# REQUIREMENT
Copy the lines exactly. Begin at the first line of the data and stop after the line with "Digitize the connectivity".

== Segment start ==

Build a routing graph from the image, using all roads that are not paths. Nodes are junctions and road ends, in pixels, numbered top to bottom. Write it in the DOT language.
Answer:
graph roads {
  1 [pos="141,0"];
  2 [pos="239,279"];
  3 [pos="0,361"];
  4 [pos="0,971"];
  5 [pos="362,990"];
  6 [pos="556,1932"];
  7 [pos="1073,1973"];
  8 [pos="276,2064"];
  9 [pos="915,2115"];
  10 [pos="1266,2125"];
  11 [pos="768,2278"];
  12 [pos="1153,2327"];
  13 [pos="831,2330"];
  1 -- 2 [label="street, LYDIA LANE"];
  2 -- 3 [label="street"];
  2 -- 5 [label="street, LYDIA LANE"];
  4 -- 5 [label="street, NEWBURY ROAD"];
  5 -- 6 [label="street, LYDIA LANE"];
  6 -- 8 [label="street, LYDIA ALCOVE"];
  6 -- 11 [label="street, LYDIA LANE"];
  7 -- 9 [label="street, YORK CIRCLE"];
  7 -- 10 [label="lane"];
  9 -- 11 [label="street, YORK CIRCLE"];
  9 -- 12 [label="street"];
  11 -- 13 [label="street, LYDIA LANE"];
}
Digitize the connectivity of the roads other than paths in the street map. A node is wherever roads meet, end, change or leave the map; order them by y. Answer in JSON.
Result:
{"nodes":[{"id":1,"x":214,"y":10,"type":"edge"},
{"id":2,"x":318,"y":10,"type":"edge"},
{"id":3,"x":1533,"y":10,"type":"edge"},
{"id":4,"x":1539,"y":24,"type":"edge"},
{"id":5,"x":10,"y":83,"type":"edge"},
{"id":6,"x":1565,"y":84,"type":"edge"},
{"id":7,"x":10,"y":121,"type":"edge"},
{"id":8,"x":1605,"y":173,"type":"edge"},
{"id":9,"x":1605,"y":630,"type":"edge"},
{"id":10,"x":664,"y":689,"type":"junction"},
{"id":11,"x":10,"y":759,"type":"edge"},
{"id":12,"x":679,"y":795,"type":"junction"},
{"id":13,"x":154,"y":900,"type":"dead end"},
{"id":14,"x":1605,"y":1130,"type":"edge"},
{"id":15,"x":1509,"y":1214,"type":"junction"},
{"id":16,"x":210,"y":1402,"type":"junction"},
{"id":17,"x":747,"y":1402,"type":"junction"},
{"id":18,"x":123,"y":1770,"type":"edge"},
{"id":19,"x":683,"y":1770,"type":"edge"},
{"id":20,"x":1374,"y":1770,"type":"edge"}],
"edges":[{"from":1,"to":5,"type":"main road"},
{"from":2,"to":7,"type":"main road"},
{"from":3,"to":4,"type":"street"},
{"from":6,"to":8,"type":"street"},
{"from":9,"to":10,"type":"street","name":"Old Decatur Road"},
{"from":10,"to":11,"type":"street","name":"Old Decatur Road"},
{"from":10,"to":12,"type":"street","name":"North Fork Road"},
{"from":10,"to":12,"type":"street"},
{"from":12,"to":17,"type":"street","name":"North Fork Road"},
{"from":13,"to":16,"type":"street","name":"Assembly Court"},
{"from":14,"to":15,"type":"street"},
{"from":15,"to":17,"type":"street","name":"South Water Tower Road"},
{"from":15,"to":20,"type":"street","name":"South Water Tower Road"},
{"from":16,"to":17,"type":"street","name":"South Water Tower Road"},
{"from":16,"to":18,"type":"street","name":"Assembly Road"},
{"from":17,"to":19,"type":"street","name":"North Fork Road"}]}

== Segment end ==

# SOLUTION
Build a routing graph from the image, using all roads that are not paths. Nodes are junctions and road ends, in pixels, numbered top to bottom. Write it in the DOT language.
Answer:
graph roads {
  1 [pos="141,0"];
  2 [pos="239,279"];
  3 [pos="0,361"];
  4 [pos="0,971"];
  5 [pos="362,990"];
  6 [pos="556,1932"];
  7 [pos="1073,1973"];
  8 [pos="276,2064"];
  9 [pos="915,2115"];
  10 [pos="1266,2125"];
  11 [pos="768,2278"];
  12 [pos="1153,2327"];
  13 [pos="831,2330"];
  1 -- 2 [label="street, LYDIA LANE"];
  2 -- 3 [label="street"];
  2 -- 5 [label="street, LYDIA LANE"];
  4 -- 5 [label="street, NEWBURY ROAD"];
  5 -- 6 [label="street, LYDIA LANE"];
  6 -- 8 [label="street, LYDIA ALCOVE"];
  6 -- 11 [label="street, LYDIA LANE"];
  7 -- 9 [label="street, YORK CIRCLE"];
  7 -- 10 [label="lane"];
  9 -- 11 [label="street, YORK CIRCLE"];
  9 -- 12 [label="street"];
  11 -- 13 [label="street, LYDIA LANE"];
}
Digitize the connectivity of the roads other than paths in the street map. A node is wherever roads meet, end, change or leave the map; order them by y. Answer in JSON.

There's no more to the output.